April 7, 2020

 

Kenya's food crisis looms amid declining corn stocks

 

 

The COVID-19 pandemic could bring Kenyans into a food crisis if the current corn stocks, which are only sufficient for two months, are not replenished.

 

According to investigations by the Sunday Standard, the country's stock could run out by end of May given that majority of Kenyans are at home and consuming more food.

 

Last year, Kenya had a production of 43 million bags of corn during the long and short rains, which according to experts is one of the highest harvests, the best in the recent past.

 

Given the per capita consumption of 100 kg per person per year according to the Kenya National Bureau of Statistics (KNBS), the country requires about 51 million bags to be food sufficient. This means there was a shortfall of eight million bags.

 

The deficit could begin from May when corn from the short rain begins to diminish, setting in a period of shortage.

 

Corn is a staple crop for the country and according to Tegemeo Institute, there has been an average production of 40 million bags in the last five years against an estimated demand of 51 million bags annually.
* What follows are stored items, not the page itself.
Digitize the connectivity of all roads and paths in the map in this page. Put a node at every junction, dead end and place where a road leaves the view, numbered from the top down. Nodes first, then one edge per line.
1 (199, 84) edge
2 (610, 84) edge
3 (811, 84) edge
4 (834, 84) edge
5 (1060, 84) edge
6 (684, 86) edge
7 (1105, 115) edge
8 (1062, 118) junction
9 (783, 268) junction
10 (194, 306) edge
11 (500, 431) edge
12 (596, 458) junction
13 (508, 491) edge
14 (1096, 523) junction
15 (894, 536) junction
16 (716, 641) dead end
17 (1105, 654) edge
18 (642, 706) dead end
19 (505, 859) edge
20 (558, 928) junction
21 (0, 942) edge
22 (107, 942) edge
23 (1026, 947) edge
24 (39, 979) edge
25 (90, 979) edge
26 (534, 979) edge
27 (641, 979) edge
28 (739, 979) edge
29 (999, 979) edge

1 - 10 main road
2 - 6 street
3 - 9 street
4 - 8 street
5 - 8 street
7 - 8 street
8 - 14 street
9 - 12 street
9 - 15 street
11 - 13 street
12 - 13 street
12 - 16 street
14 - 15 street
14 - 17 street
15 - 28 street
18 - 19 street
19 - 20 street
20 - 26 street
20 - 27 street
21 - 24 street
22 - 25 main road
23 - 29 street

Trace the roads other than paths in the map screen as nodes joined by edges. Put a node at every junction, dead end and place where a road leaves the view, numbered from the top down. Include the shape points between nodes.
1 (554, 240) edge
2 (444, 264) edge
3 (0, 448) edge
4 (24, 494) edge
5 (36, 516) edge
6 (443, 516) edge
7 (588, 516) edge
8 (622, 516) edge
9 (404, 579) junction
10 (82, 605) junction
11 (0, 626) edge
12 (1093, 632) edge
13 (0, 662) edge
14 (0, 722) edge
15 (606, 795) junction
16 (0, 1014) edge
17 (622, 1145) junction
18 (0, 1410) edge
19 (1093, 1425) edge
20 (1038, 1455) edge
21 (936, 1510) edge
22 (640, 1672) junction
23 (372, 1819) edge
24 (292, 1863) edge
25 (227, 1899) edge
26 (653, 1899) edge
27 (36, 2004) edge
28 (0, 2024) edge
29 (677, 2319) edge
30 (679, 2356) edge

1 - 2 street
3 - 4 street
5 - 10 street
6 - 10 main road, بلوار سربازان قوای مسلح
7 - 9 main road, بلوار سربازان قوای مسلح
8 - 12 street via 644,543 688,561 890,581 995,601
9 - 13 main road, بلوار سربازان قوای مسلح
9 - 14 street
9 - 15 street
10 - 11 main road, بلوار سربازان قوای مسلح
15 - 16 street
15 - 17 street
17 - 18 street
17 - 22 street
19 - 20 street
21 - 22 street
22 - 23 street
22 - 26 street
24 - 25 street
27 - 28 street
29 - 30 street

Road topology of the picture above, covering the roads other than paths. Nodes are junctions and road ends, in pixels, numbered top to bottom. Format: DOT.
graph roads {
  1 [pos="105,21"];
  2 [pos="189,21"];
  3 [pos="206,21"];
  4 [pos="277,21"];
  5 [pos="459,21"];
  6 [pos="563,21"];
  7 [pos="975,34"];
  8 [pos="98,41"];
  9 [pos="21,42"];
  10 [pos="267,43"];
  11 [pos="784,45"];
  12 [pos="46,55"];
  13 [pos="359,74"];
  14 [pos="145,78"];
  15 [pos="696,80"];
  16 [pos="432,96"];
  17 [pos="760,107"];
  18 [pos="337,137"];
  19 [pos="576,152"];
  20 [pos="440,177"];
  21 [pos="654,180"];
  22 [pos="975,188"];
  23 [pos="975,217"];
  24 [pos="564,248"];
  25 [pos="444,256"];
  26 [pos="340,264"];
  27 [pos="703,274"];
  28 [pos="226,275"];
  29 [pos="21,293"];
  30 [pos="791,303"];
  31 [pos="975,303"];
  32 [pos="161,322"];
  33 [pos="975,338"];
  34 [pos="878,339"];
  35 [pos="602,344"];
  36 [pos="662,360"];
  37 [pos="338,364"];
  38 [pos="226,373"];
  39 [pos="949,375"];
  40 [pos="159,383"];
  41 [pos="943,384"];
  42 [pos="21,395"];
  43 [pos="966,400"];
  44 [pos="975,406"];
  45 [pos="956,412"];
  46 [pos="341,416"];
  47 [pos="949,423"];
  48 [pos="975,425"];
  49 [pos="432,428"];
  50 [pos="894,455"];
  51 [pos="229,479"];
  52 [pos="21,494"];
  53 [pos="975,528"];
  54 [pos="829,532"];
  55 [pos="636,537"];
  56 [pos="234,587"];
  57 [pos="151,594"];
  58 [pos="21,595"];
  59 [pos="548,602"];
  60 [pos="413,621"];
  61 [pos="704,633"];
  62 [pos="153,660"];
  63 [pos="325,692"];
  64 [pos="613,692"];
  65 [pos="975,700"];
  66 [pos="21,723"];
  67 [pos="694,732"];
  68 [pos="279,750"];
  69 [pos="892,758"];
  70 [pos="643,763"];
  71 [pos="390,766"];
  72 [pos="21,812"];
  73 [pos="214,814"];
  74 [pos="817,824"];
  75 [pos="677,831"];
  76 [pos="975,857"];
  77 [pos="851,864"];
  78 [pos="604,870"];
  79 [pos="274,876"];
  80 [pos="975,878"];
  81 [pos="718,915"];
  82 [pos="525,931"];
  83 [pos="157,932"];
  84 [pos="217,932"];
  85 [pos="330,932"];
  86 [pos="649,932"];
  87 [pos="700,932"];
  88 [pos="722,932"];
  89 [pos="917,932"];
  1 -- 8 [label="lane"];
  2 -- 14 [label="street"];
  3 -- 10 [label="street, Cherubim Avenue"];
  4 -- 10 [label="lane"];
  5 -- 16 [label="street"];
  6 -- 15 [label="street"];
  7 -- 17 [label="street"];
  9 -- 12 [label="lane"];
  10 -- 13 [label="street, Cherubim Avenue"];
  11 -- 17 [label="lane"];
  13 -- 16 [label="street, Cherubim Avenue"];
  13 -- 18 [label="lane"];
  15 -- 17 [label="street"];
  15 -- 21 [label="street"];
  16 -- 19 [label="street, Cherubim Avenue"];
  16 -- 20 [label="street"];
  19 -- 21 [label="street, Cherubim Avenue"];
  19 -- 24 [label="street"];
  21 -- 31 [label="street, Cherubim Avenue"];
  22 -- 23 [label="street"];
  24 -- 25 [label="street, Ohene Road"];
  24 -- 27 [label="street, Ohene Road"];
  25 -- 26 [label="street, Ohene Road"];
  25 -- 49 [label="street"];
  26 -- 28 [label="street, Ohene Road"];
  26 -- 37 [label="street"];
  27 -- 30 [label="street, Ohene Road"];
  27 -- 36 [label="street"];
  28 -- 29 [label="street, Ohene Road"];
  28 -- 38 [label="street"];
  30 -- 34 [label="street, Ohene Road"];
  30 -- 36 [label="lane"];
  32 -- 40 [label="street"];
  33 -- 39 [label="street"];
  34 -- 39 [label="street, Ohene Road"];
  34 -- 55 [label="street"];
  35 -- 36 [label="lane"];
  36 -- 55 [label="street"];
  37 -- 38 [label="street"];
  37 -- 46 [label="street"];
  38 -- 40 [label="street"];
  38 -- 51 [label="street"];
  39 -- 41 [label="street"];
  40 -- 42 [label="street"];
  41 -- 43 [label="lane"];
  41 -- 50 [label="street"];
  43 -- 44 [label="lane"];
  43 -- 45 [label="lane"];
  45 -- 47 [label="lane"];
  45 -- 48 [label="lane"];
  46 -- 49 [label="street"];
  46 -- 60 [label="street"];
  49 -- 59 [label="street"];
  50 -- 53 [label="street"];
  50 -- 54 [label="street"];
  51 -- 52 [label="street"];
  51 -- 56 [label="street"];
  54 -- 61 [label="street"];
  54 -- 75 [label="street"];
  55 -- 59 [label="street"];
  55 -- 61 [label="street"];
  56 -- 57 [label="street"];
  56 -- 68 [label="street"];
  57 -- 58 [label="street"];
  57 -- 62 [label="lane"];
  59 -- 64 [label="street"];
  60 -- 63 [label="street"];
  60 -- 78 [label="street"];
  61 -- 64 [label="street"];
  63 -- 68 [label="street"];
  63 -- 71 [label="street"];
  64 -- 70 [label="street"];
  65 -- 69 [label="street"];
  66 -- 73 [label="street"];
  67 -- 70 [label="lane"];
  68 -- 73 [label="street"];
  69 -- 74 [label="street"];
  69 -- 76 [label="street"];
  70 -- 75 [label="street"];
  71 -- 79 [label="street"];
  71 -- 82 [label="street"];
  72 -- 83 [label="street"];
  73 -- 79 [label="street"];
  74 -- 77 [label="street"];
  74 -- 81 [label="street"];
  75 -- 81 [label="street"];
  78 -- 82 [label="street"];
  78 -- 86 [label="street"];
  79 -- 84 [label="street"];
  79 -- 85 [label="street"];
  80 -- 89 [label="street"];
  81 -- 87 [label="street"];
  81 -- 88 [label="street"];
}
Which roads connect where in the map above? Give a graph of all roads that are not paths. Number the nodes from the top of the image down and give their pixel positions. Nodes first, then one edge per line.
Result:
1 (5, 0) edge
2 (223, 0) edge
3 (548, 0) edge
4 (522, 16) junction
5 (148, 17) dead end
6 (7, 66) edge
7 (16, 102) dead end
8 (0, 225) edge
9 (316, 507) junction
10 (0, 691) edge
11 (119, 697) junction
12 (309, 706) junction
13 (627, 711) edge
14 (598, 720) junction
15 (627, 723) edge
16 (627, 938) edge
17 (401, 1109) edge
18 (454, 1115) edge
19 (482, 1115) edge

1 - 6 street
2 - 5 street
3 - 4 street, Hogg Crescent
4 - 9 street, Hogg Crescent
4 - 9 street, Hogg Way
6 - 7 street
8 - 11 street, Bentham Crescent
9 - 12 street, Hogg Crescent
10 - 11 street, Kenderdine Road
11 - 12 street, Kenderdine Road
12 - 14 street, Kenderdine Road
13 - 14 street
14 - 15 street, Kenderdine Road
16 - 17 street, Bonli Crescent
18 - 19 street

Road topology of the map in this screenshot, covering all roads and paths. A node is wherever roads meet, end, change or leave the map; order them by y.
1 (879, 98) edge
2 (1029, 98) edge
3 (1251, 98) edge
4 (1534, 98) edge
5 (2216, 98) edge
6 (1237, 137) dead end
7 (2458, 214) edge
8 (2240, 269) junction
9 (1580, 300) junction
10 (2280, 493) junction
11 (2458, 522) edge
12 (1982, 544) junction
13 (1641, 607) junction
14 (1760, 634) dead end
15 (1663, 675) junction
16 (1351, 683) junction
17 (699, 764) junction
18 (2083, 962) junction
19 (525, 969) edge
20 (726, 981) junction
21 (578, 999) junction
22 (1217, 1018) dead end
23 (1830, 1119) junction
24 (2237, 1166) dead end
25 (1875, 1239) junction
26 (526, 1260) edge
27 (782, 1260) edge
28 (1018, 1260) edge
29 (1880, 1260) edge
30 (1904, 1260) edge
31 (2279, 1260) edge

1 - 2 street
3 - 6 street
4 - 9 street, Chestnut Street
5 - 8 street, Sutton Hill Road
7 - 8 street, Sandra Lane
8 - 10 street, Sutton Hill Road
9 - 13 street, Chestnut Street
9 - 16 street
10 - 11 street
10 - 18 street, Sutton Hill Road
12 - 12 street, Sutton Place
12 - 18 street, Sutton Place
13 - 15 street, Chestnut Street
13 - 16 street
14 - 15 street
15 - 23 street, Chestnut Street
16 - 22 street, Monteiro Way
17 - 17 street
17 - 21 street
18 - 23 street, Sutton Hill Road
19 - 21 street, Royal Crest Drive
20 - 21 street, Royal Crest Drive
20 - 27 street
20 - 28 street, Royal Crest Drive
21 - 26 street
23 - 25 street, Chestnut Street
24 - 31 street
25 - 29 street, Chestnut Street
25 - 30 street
The KNBS recent census report indicated the country had a population of 49 million people and with a 100 kg per capita, meaning Kenyans consume over 49 million bags a year.

 

This is only corn consumption for food only, meaning if all the corn produced went to food use, the country would still need to import.

 

The Tegemeo Institute said the situation is further complicated given the need for corn for other uses including industrial manufacturing, seed and animal feed, which account for 2%, 1% and 2%, respectively.

 

Grant Brooke, a former researcher in Kenya and founder Twiga, argued that if no action is taken, the country could easily see the current health crisis turn into a food security crisis, and put at risk far more lives than the disease itself.

 

"Goals here should be to craft a policy that does not handicap food access," said Brooke.

 

The possible food situation could be complicated by restricted movement of people and goods across the globe that could hinder supply of imported corn on time.

 

In the past, millers have imported corn from Brazil, Mexico and South African countries of Malawi and Zambia.

 

However, given the lockdown being experienced by most of these countries, some could limit the amount of food they would like to import.

 

If the government does not open up the importation process early enough, the situation could spiral into a crisis soon.

 

According to a report dubbed 'Estimated Maize', production for March 2020, the monthly consumption is 4.25 million bags while total local production is 43.3 million bags.